A Corkman (who else) has invented a way of making leather goods from salmon skin. Michael Clifford reports.

JOHN Fitzgerald was hauling nets off the coast of Kerry when the idea of salmon skins for the fashion industry hit him. Here was a natural resource that largely went to waste, yet the texture of the skin was so attractive and so much stronger than it appeared: Why not?

Six years later his salmon skin leather products are proving to be a big hit with both the retail trade and the corporate sector.

The notion of leather being fashioned from domestic salmon has fired the imagination of people looking for a unique departure in leather; which also boasts eco-friendly origins. Wallets, credit card holders, hip flasks and handbags are among the products that are on the Christmas market, most prominently in Witchcraft in Temple Bar.

For Cork-born Fitzgerald getting his salmon into the shops is not so much an entrepreneurial triumph as the realisation of a dream.

"It has become an obsession," Fitzgerald says. "Since I got it into my head it has been the whole focus of my working life. Along the way I had to do various things to scrape by, and there were ups and downs when we were trying to perfect the tanning technique".

Fitzgerald was fishing out of Derrynane in south Kerry when he came up with the idea."Initially I fooled around with taxidermist kits to see if there was any way of getting it off the ground. But the tanning is highly intricate, the extent of which I didn't actually find out until I really got stuck into it," He says.

He pursued his dream to Dublin to suss out any interest among designers and the burghers of the fashion industry. The response encouraged him to persevere and after a year of research he got into the British school of leather technique in the University of Northampton. "It took the best part of two years, but in the end we got it right. The lecturers were thrilled because they didn't have the formula for it before and it was something totally new for them."

The tanning technique designed in Northampton involves 11 stages of maturity, over a period of two weeks, before the skins are pinned out to dry into their final form. Fitzgerald is reluctant to reveal the specifics. "I spent two years perfecting this, so its not something that you give away. The structure of the fish skin is completely different to the mammal, so suffice to say that normal tanning techniques don't apply."

The other property of the fish skin that differentiates it from the mammal is the strength of the skin, which despite initial impressions is actually of a more durable nature.

"Because the fish has to live in both fresh and salt water and under different atmospheres, its tensile strength is much greater than that of a mammal. So it is actually longer lasting."

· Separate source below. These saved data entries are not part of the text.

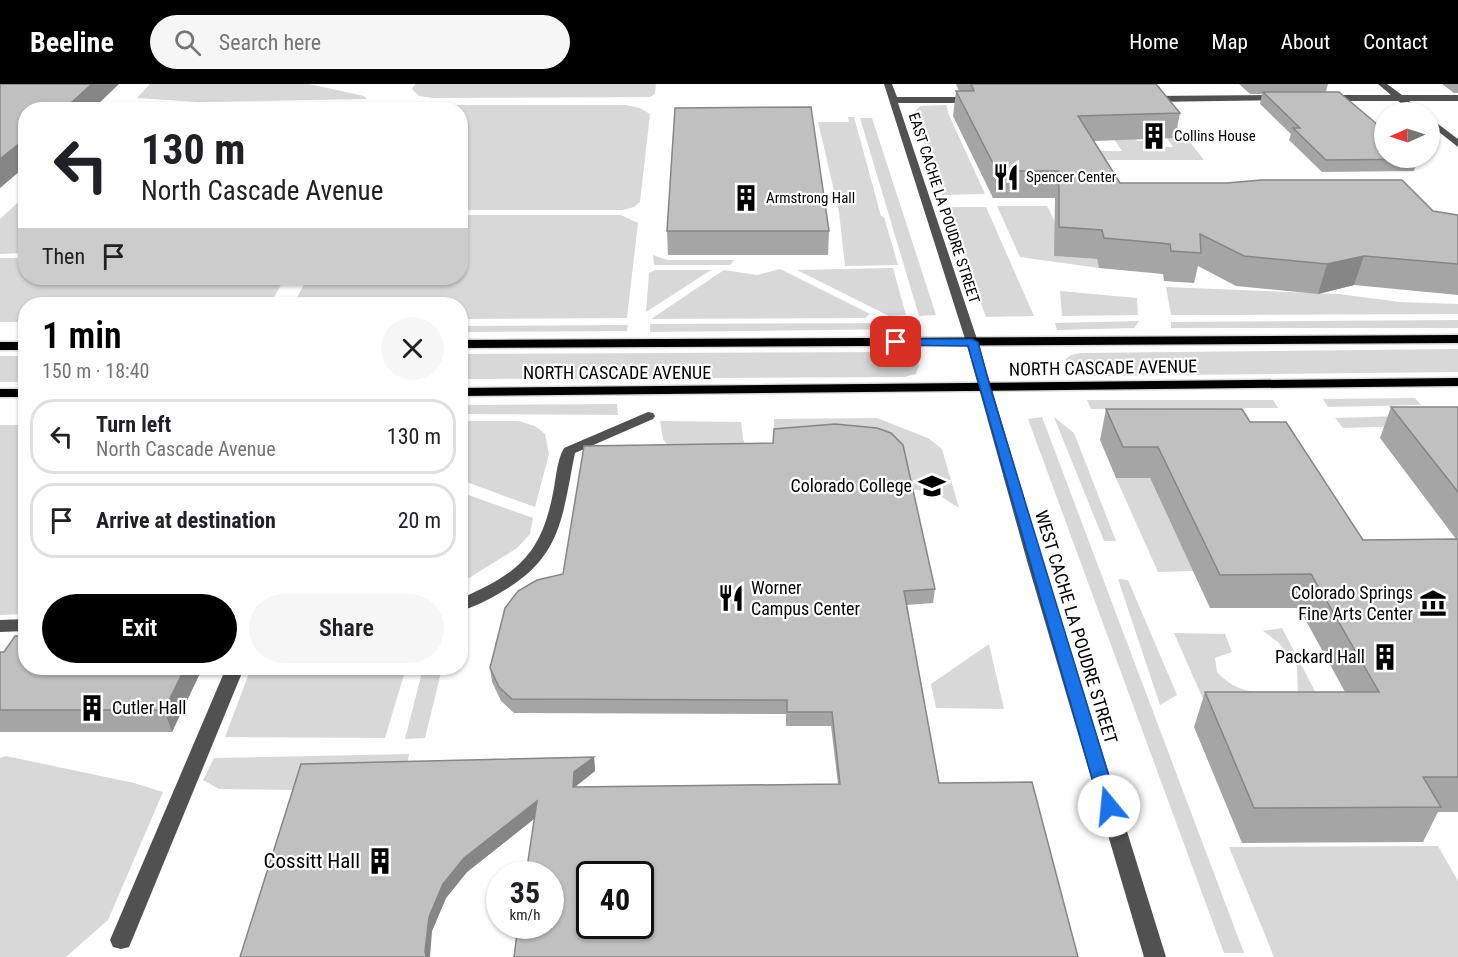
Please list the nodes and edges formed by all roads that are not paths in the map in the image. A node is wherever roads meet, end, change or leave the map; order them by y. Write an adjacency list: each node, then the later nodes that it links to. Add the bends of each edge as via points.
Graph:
1 (888, 84): 8 (street, EAST CACHE LA POUDRE STREET)
2 (1383, 84): 5 (street)
3 (1285, 98): 7 (street)
4 (1319, 98): 5 (street)
5 (1400, 98): 6 (street); 10 (street)
6 (1458, 98)
7 (1137, 99)
8 (892, 100): 9 (street); 14 (street, EAST CACHE LA POUDRE STREET)
9 (978, 100)
10 (1405, 102)
11 (1440, 129): 12 (street)
12 (1458, 144)
13 (1458, 339): 14 (main road, NORTH CASCADE AVENUE)
14 (972, 342): 15 (main road, NORTH CASCADE AVENUE); 19 (street, WEST CACHE LA POUDRE STREET)
15 (468, 344)
16 (0, 346): 17 (main road)
17 (18, 346)
18 (1458, 382): 19 (main road, NORTH CASCADE AVENUE)
19 (984, 387): 20 (main road, NORTH CASCADE AVENUE); 29 (street, WEST CACHE LA POUDRE STREET)
20 (468, 392)
21 (0, 393): 22 (main road)
22 (18, 393)
23 (648, 417): 24 (street, via 569,451 543,548 520,574)
24 (468, 602)
25 (18, 625): 26 (street)
26 (0, 626)
27 (232, 675): 28 (street)
28 (121, 939)
29 (1155, 957)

Having perfected the scientific end, Fitzgerald turned to the business end of affairs and set up the Irish Salmon Skin Leather Company. For Fitzgerald the future looks busy but the sense of achievement is something he likes to dwell on. For reference he quotes the poem Donal Og from the collection of Irish poems from the 16th and 17th century, 'Poems of the dispossessed '

" A thing you promised me and it impossible,
You would give me gloves made from the skin of fishes…", goes one particular line.

"Impossible is as impossible does", is Fitzgerald's quick response.